Interested in seeing these new features in action?  Check out the archived video and slides from our Late Summer Release launch webinar.

PAPIs’14 – The First International Conference on Predictive APIs and Apps

In 2006,  Strands, my previous company, organized and sponsored a Late Summer School on Recommender Systems in Bilbao. With a little help from our friends and a grant from the Basque Country Government, we invited a number of  experts and promising Ph.D. students to a series of workshops to discuss the Present and Future of Recommender Systems. Before the workshops were over, a few of the attendees, including Professor John Riedl, were already talking about building an international conference on the wonderful interactions we were experiencing (some pictures here). One year later, the First ACM Recommender Systems conference (RecSys), was held in Minneapolis. In a few weeks, RecSys will get to its 8th edition. It’s incredibly rewarding to see how companies like Netflix, Linkedin, Google, Yahoo!, Baidu, IBM, Comcast, and Facebook picked up the baton and they currently sponsor what we started 8 years ago. Today, we announce that we’re launching a similar endeavor to create a new community on Predictive APIs and Applications.

Early this year, I electronically met Louis Dorard and Ali Syed. It turned out that we were all on the same mission to democratize machine learning with our respective companies. We also shared the vision that a predictive world will be a much better world. Louis and I later met in San Francisco. Shortly thereafter, we started discussing the need for a world-wide practical community that gathers annually to discuss the latest technical advancements and challenges on Predictive APIs and Applications. So I am thus very happy to announce that PAPIs 2014 – The First International Conference on Predictive Application and APIs will be held in Barcelona on November 17-18.  We even have plans for repeating the conference in Sydney right before KDD next year and afterwards bringing it to the US in 2016 or wherever the community takes it to.

Over the last few weeks, we’ve been busy building up a highly technical and diverse Program Committee that will help select the first presenters at PAPIs 2014:

Erick Alphonse (Deloitte), Sébastien Arnaud (OpinionLab), Richard Benjamins (Telefonica), Misha Bilenko (Microsoft), Jason Brownlee (Machine Learning Mastery), Natalino Busa (ING), Eric Chen (NTT Innovation), Mike Cossy (IBM), Beau Cronin (Salesforce), Ricard Gavaldà (UPC), Andrés González (CleverTask), Matthew Grover (Walmart), Harlan Harris (Education Advisory Board), Jeroen Janssens (YPlan), Benedikt Koehler (, Maite López (UB), Gideon Mann (Bloomberg), Jordi Nin (Barcelona Supercomputing Center), Mark Reid (ANU), Juan Antonio Rodriguez (IIIA), Marc Torrens (Strands), Jordi Torres (Barcelona Supercomputing Center), and Zygmunt Zając (FastML).

A first group of companies like BigMLCleverTask, CodoleDataikuGCS AgilePersontyleStrands, and Taiger, and much larger ones like Microsoft and IBM are helping us impulse PAPI’s and create the community.
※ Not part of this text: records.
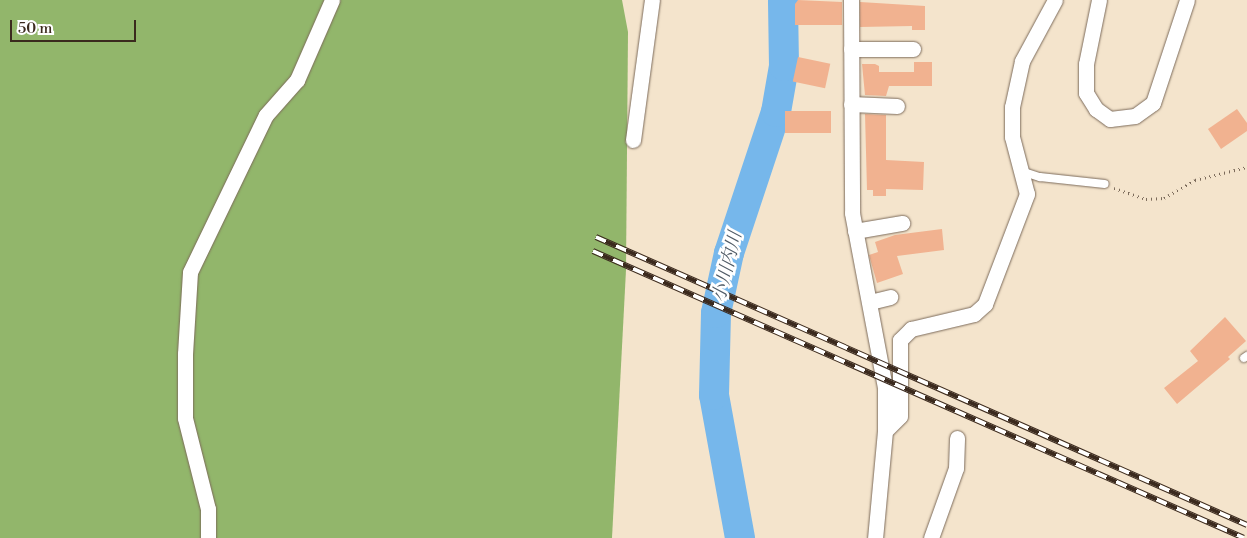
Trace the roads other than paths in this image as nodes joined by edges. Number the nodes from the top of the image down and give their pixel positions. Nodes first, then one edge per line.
1 (332, 0) edge
2 (652, 0) edge
3 (851, 0) edge
4 (1055, 0) edge
5 (1099, 0) edge
6 (1187, 0) edge
7 (851, 49) junction
8 (913, 49) dead end
9 (851, 104) junction
10 (898, 106) dead end
11 (634, 140) dead end
12 (1021, 171) junction
13 (1105, 184) road end
14 (902, 223) dead end
15 (855, 231) junction
16 (890, 297) dead end
17 (870, 302) junction
18 (885, 431) junction
19 (957, 438) dead end
20 (208, 538) edge
21 (875, 538) edge
22 (931, 538) edge

1 - 20 street
2 - 11 street
3 - 7 street
4 - 12 street
5 - 6 street
7 - 8 street
7 - 9 street
9 - 10 street
9 - 15 street
12 - 13 lane
12 - 18 street
14 - 15 street
15 - 17 street
16 - 17 street
17 - 18 street
18 - 21 street
19 - 22 street

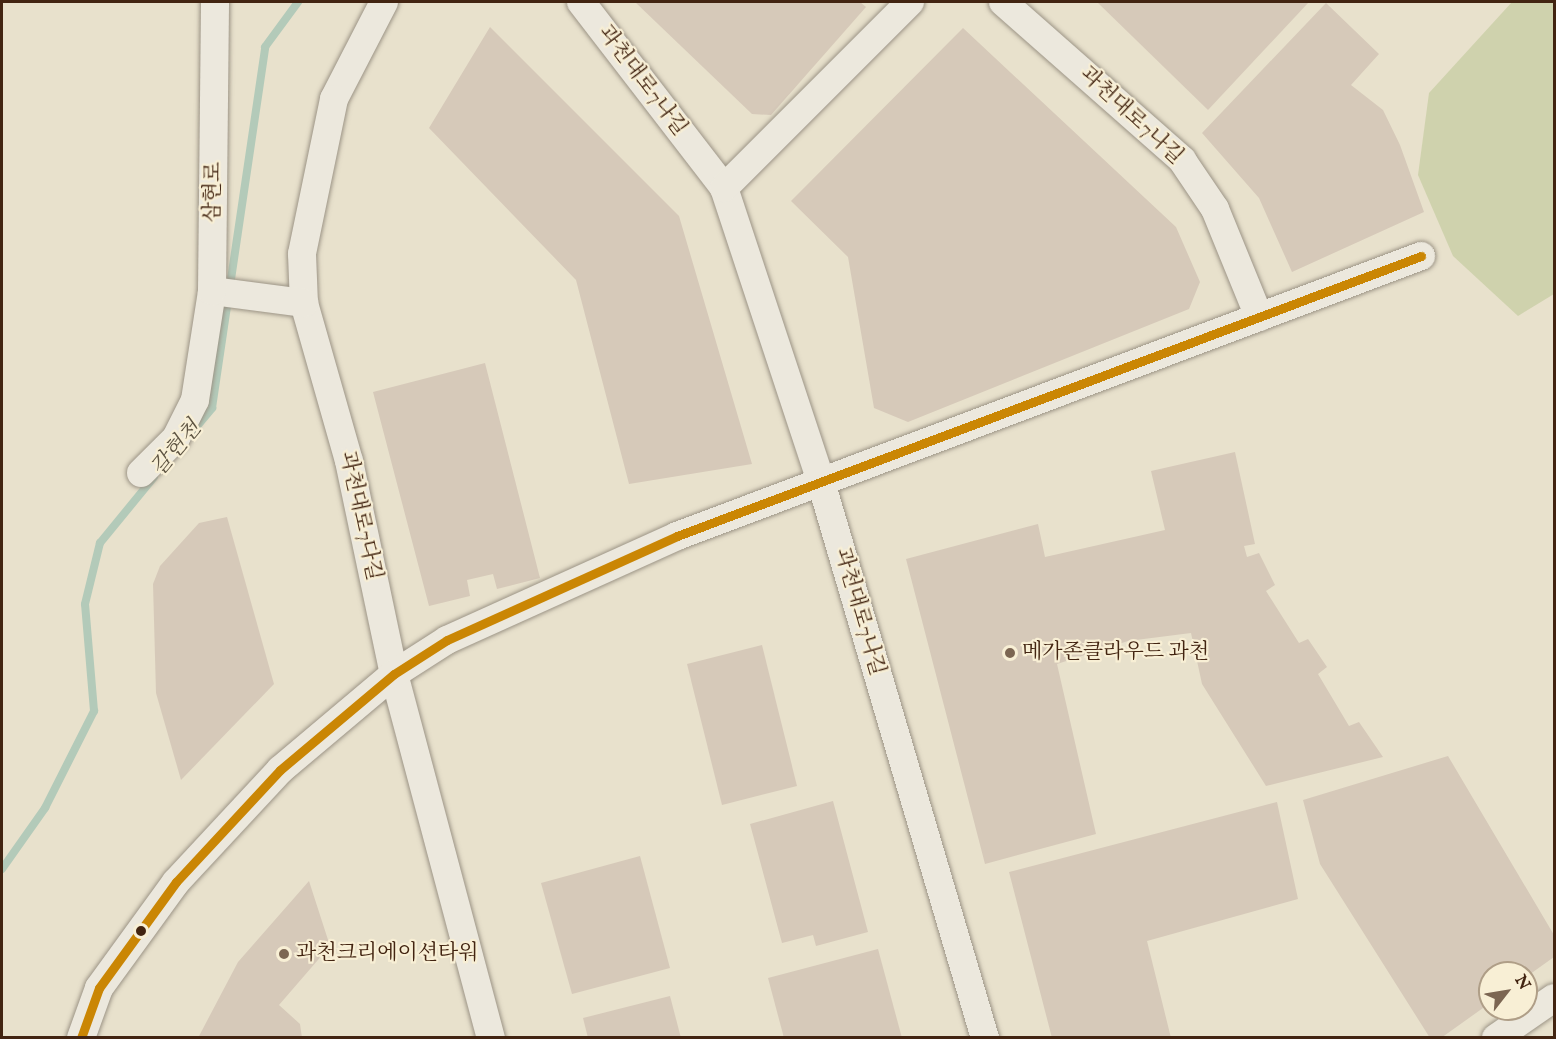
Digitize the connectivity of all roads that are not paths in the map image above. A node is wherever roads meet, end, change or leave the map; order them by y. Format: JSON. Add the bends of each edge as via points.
{"nodes":[{"id":1,"x":215,"y":2,"type":"edge"},
{"id":2,"x":384,"y":2,"type":"edge"},
{"id":3,"x":581,"y":2,"type":"edge"},
{"id":4,"x":910,"y":2,"type":"edge"},
{"id":5,"x":1004,"y":2,"type":"edge"},
{"id":6,"x":724,"y":188,"type":"junction"},
{"id":7,"x":1421,"y":256,"type":"dead end"},
{"id":8,"x":212,"y":291,"type":"junction"},
{"id":9,"x":304,"y":303,"type":"junction"},
{"id":10,"x":1259,"y":317,"type":"junction"},
{"id":11,"x":141,"y":473,"type":"dead end"},
{"id":12,"x":821,"y":482,"type":"junction"},
{"id":13,"x":394,"y":674,"type":"junction"},
{"id":14,"x":1554,"y":998,"type":"edge"},
{"id":15,"x":81,"y":1038,"type":"edge"},
{"id":16,"x":491,"y":1038,"type":"edge"},
{"id":17,"x":985,"y":1038,"type":"edge"},
{"id":18,"x":1496,"y":1038,"type":"edge"}],
"edges":[{"from":1,"to":8,"type":"street","name":"삼현로"},
{"from":2,"to":9,"type":"street","name":"과천대로7다길","via":[[334,99],[302,254]]},
{"from":3,"to":6,"type":"street","name":"과천대로7나길"},
{"from":4,"to":6,"type":"street"},
{"from":5,"to":10,"type":"street","name":"과천대로7나길","via":[[1182,160],[1215,209]]},
{"from":6,"to":12,"type":"street","name":"과천대로7나길"},
{"from":7,"to":10,"type":"street"},
{"from":8,"to":9,"type":"street"},
{"from":8,"to":11,"type":"street","name":"삼현로","via":[[195,400],[176,438]]},
{"from":9,"to":13,"type":"street","name":"과천대로7다길","via":[[349,461]]},
{"from":10,"to":12,"type":"street"},
{"from":12,"to":13,"type":"street","via":[[666,540],[447,640]]},
{"from":12,"to":17,"type":"street","name":"과천대로7나길"},
{"from":13,"to":15,"type":"street","via":[[280,770],[176,882],[99,988]]},
{"from":13,"to":16,"type":"street","name":"과천대로7다길"},
{"from":14,"to":18,"type":"street"}]}
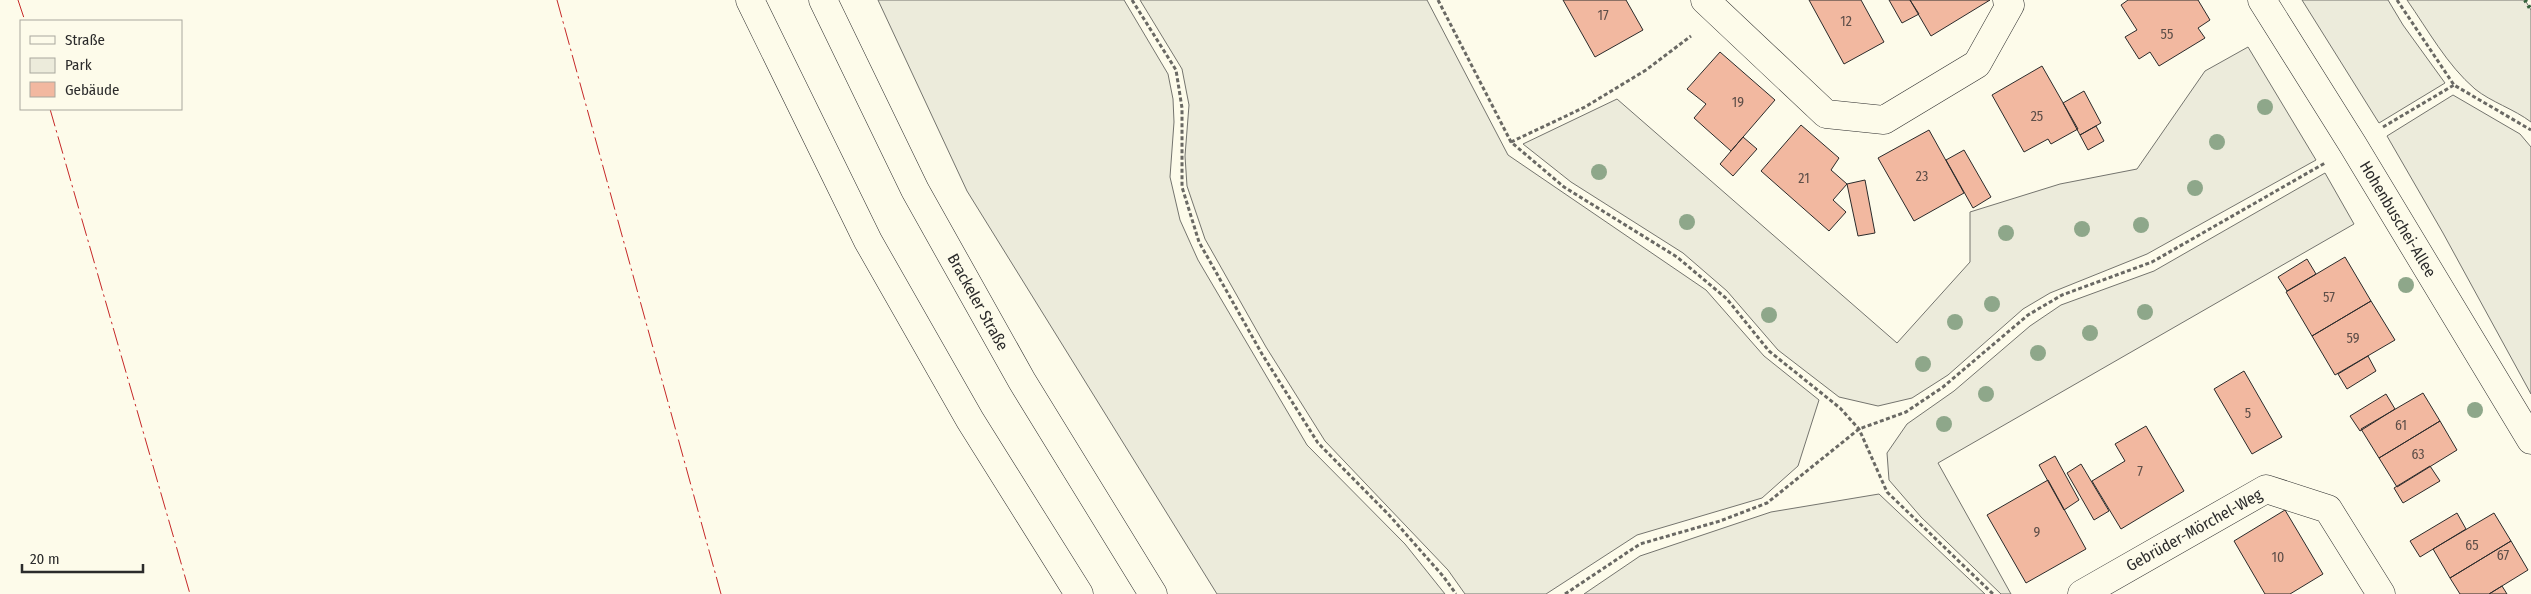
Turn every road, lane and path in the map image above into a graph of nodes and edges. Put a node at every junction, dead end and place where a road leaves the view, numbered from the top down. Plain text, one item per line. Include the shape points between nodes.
1 (750, 0) edge
2 (823, 0) edge
3 (1132, 0) edge
4 (1438, 0) edge
5 (2007, 0) edge
6 (2262, 0) edge
7 (2397, 0) edge
8 (1712, 7) edge
9 (2454, 85) junction
10 (2531, 130) edge
11 (1511, 142) junction
12 (2353, 145) junction
13 (1859, 429) junction
14 (2531, 440) edge
15 (1079, 594) edge
16 (1153, 594) edge
17 (1456, 594) edge
18 (1565, 594) edge
19 (1993, 594) edge
20 (2082, 594) edge
21 (2381, 594) edge

1 - 15 main road via 868,241 970,420
2 - 16 main road, Brackeler Straße via 915,190 1022,381
3 - 17 path via 1176,70 1182,108 1182,187 1199,242 1262,354 1318,443 1395,522
4 - 11 path
5 - 8 main road via 2010,5 1977,64 1884,120 1826,114
6 - 12 main road, Hohenbuschei-Allee
7 - 9 path
8 - 11 path via 1646,70 1584,107
9 - 10 path
9 - 12 path
11 - 13 path via 1564,187 1677,257 1727,299 1769,351 1840,408
12 - 13 path via 2152,262 2062,295 2028,315 1936,392 1906,412
12 - 14 main road, Hohenbuschei-Allee
13 - 18 path via 1767,503 1720,521 1640,544
13 - 19 path via 1887,492
20 - 21 main road, Gebrüder-Mörchel-Weg via 2266,489 2328,509

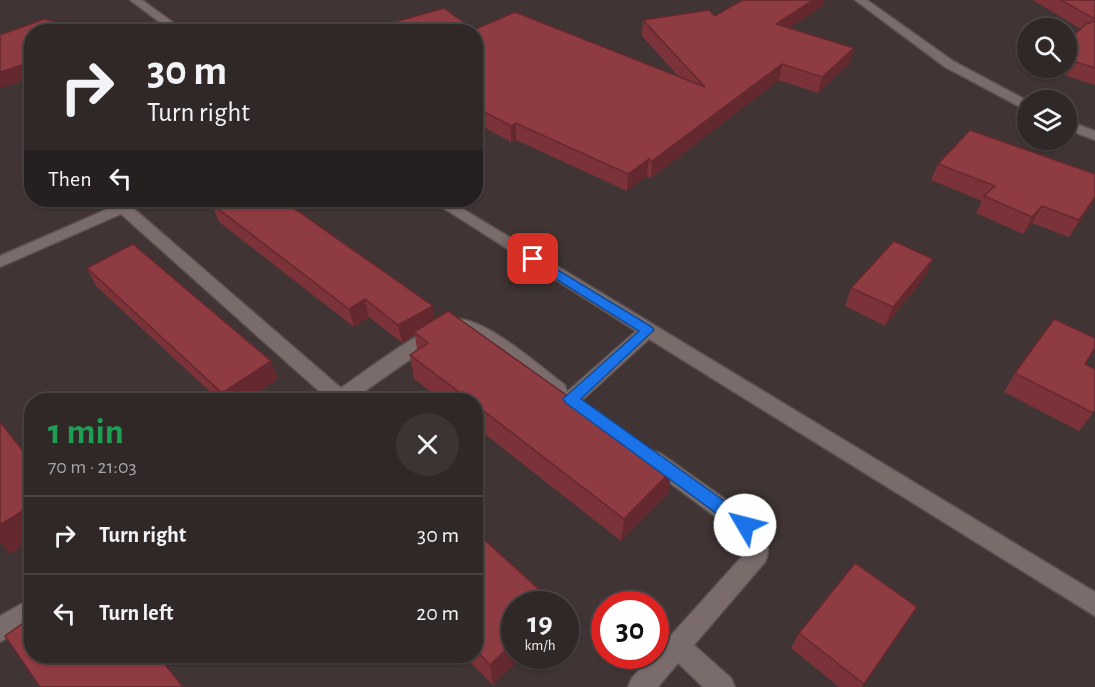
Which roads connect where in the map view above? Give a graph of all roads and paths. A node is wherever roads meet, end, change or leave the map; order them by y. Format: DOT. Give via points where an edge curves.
graph roads {
  1 [pos="135,0"];
  2 [pos="860,0"];
  3 [pos="170,24"];
  4 [pos="1017,101"];
  5 [pos="1077,129"];
  6 [pos="1095,136"];
  7 [pos="122,207"];
  8 [pos="449,207"];
  9 [pos="0,262"];
  10 [pos="648,330"];
  11 [pos="331,393"];
  12 [pos="349,393"];
  13 [pos="571,399"];
  14 [pos="590,413"];
  15 [pos="638,448"];
  16 [pos="1095,605"];
  17 [pos="24,614"];
  18 [pos="0,630"];
  19 [pos="677,646"];
  20 [pos="641,687"];
  21 [pos="722,687"];
  1 -- 3 [label="street"];
  2 -- 4 [label="street" via="949,64"];
  5 -- 6 [label="street"];
  7 -- 9 [label="street"];
  7 -- 11 [label="street"];
  8 -- 10 [label="street"];
  10 -- 13 [label="street"];
  10 -- 16 [label="street"];
  12 -- 13 [label="street" via="440,332 458,326 481,332"];
  13 -- 14 [label="street"];
  15 -- 19 [label="street" via="755,533 757,555"];
  17 -- 18 [label="street"];
  19 -- 20 [label="street"];
  19 -- 21 [label="street"];
}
If your company is interested in helping us in this endeavor please contact us here.

Problem-First Approach

We want PAPIs to become an open forum for technologists and researchers on distributed, large-scale machine learning services and developers of real-world predictive applications. We aim at seeding highly technical discussions on the way common and uncommon predictive problems are being solved. However, we want PAPIs to be an eminently hands-on conference.

One of the features that characterized the RecSys community was its original mix of researchers and practitioners. However, it had a clear imbalance on the academic side. In the 2009 edition in New York City, I gave a provocative opening keynote arguing that too much emphasis was given to new algorithms rather than to other under-represented topics like data, evaluations, and interfaces that were essential to build real-world recommender systems. I still remember the (positive and negative) reactions of many attendees. In my opinion, an incredible group of talented scientists were not paying that much attention to the crucial problems. A couple of years ago, Domonkos Tikk sent me a note that said:

I often cite your provocative statement on the 5% contrib of algorithms to the success of recsys. 3y ago I completely disagreed. Now I see that it might be 10 or 15%, but there are other major factors too. Well, we are also more in the industry than in academia…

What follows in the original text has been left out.